*** Opening Provided records ***
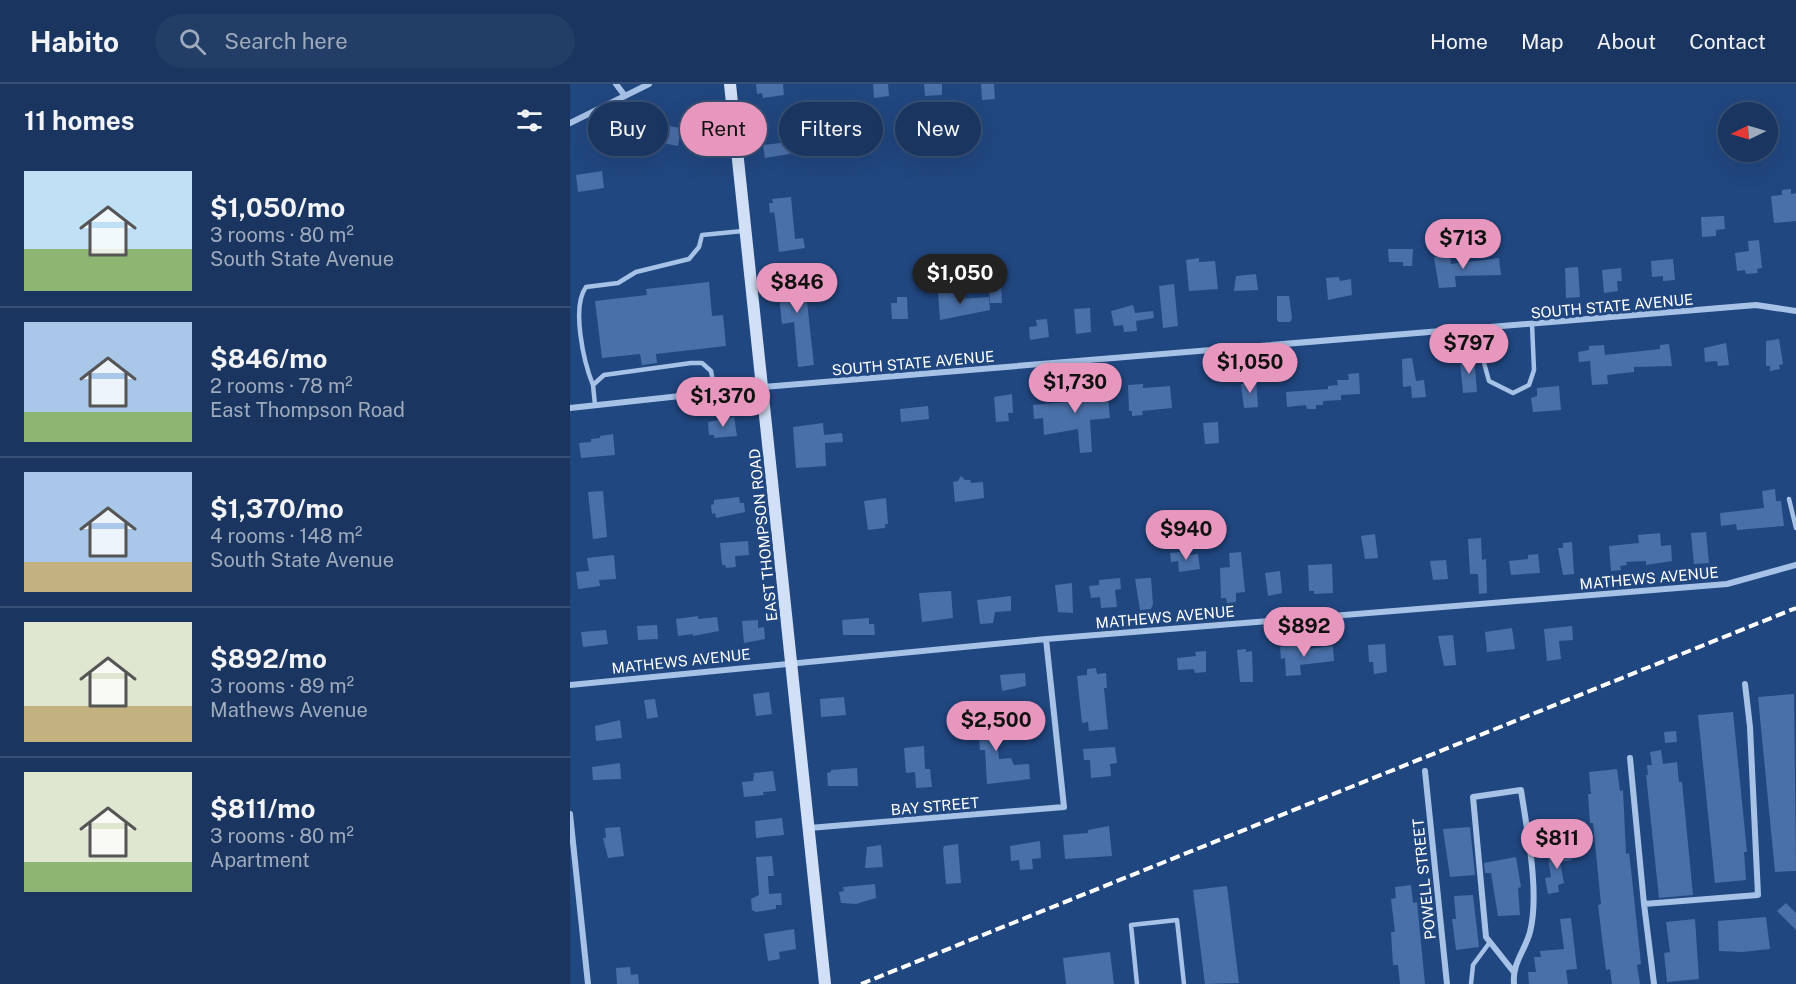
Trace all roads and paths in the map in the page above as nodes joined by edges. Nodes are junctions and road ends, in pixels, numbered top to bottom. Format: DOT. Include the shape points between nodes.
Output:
graph roads {
  1 [pos="616,84"];
  2 [pos="649,84"];
  3 [pos="730,84"];
  4 [pos="625,96"];
  5 [pos="570,123"];
  6 [pos="746,231"];
  7 [pos="1796,311"];
  8 [pos="1532,324"];
  9 [pos="1480,328"];
  10 [pos="593,385"];
  11 [pos="763,387"];
  12 [pos="714,392"];
  13 [pos="595,405"];
  14 [pos="570,408"];
  15 [pos="1789,499"];
  16 [pos="1796,528"];
  17 [pos="1796,565"];
  18 [pos="1046,639"];
  19 [pos="791,662"];
  20 [pos="1745,684"];
  21 [pos="570,685"];
  22 [pos="1630,758"];
  23 [pos="1425,771"];
  24 [pos="570,814"];
  25 [pos="809,828"];
  26 [pos="1644,904"];
  27 [pos="1490,942"];
  28 [pos="1513,971"];
  29 [pos="588,984"];
  30 [pos="825,984"];
  31 [pos="1137,984"];
  32 [pos="1184,984"];
  33 [pos="1447,984"];
  34 [pos="1471,984"];
  35 [pos="1514,984"];
  36 [pos="1654,984"];
  1 -- 4 [label="street"];
  2 -- 4 [label="street"];
  3 -- 6 [label="main road, EAST THOMPSON ROAD"];
  4 -- 5 [label="street"];
  6 -- 10 [label="lane" via="702,235 699,247 689,259 636,272 618,283 586,287 580,306 585,364"];
  6 -- 11 [label="main road, EAST THOMPSON ROAD"];
  7 -- 8 [label="street, SOUTH STATE AVENUE" via="1756,305"];
  8 -- 9 [label="street, SOUTH STATE AVENUE"];
  8 -- 9 [label="lane" via="1534,370 1529,385 1514,393 1489,381"];
  9 -- 11 [label="street, SOUTH STATE AVENUE"];
  10 -- 12 [label="lane" via="604,375 702,363 711,371"];
  10 -- 13 [label="lane"];
  11 -- 12 [label="street, SOUTH STATE AVENUE"];
  11 -- 19 [label="main road, EAST THOMPSON ROAD"];
  12 -- 13 [label="street, SOUTH STATE AVENUE"];
  13 -- 14 [label="street, SOUTH STATE AVENUE"];
  15 -- 16 [label="lane"];
  17 -- 18 [label="street, MATHEWS AVENUE" via="1727,584"];
  18 -- 19 [label="street, MATHEWS AVENUE"];
  18 -- 25 [label="street, BAY STREET" via="1064,807"];
  19 -- 21 [label="street, MATHEWS AVENUE"];
  19 -- 25 [label="main road, EAST THOMPSON ROAD"];
  20 -- 26 [label="street" via="1758,895"];
  22 -- 26 [label="street"];
  23 -- 33 [label="street, POWELL STREET"];
  24 -- 29 [label="street"];
  25 -- 30 [label="main road, EAST THOMPSON ROAD"];
  26 -- 36 [label="street"];
  27 -- 28 [label="street"];
  27 -- 28 [label="street" via="1486,937 1473,797 1521,790 1533,879 1530,932"];
  27 -- 34 [label="lane" via="1473,965"];
  28 -- 35 [label="street"];
  31 -- 32 [label="lane" via="1131,925 1177,920"];
}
*** Closing Provided records ***
Apart from the pictures, return every entry above exactly as given.

_Response below:_
Trace all roads and paths in the map in the page above as nodes joined by edges. Nodes are junctions and road ends, in pixels, numbered top to bottom. Format: DOT. Include the shape points between nodes.
Output:
graph roads {
  1 [pos="616,84"];
  2 [pos="649,84"];
  3 [pos="730,84"];
  4 [pos="625,96"];
  5 [pos="570,123"];
  6 [pos="746,231"];
  7 [pos="1796,311"];
  8 [pos="1532,324"];
  9 [pos="1480,328"];
  10 [pos="593,385"];
  11 [pos="763,387"];
  12 [pos="714,392"];
  13 [pos="595,405"];
  14 [pos="570,408"];
  15 [pos="1789,499"];
  16 [pos="1796,528"];
  17 [pos="1796,565"];
  18 [pos="1046,639"];
  19 [pos="791,662"];
  20 [pos="1745,684"];
  21 [pos="570,685"];
  22 [pos="1630,758"];
  23 [pos="1425,771"];
  24 [pos="570,814"];
  25 [pos="809,828"];
  26 [pos="1644,904"];
  27 [pos="1490,942"];
  28 [pos="1513,971"];
  29 [pos="588,984"];
  30 [pos="825,984"];
  31 [pos="1137,984"];
  32 [pos="1184,984"];
  33 [pos="1447,984"];
  34 [pos="1471,984"];
  35 [pos="1514,984"];
  36 [pos="1654,984"];
  1 -- 4 [label="street"];
  2 -- 4 [label="street"];
  3 -- 6 [label="main road, EAST THOMPSON ROAD"];
  4 -- 5 [label="street"];
  6 -- 10 [label="lane" via="702,235 699,247 689,259 636,272 618,283 586,287 580,306 585,364"];
  6 -- 11 [label="main road, EAST THOMPSON ROAD"];
  7 -- 8 [label="street, SOUTH STATE AVENUE" via="1756,305"];
  8 -- 9 [label="street, SOUTH STATE AVENUE"];
  8 -- 9 [label="lane" via="1534,370 1529,385 1514,393 1489,381"];
  9 -- 11 [label="street, SOUTH STATE AVENUE"];
  10 -- 12 [label="lane" via="604,375 702,363 711,371"];
  10 -- 13 [label="lane"];
  11 -- 12 [label="street, SOUTH STATE AVENUE"];
  11 -- 19 [label="main road, EAST THOMPSON ROAD"];
  12 -- 13 [label="street, SOUTH STATE AVENUE"];
  13 -- 14 [label="street, SOUTH STATE AVENUE"];
  15 -- 16 [label="lane"];
  17 -- 18 [label="street, MATHEWS AVENUE" via="1727,584"];
  18 -- 19 [label="street, MATHEWS AVENUE"];
  18 -- 25 [label="street, BAY STREET" via="1064,807"];
  19 -- 21 [label="street, MATHEWS AVENUE"];
  19 -- 25 [label="main road, EAST THOMPSON ROAD"];
  20 -- 26 [label="street" via="1758,895"];
  22 -- 26 [label="street"];
  23 -- 33 [label="street, POWELL STREET"];
  24 -- 29 [label="street"];
  25 -- 30 [label="main road, EAST THOMPSON ROAD"];
  26 -- 36 [label="street"];
  27 -- 28 [label="street"];
  27 -- 28 [label="street" via="1486,937 1473,797 1521,790 1533,879 1530,932"];
  27 -- 34 [label="lane" via="1473,965"];
  28 -- 35 [label="street"];
  31 -- 32 [label="lane" via="1131,925 1177,920"];
}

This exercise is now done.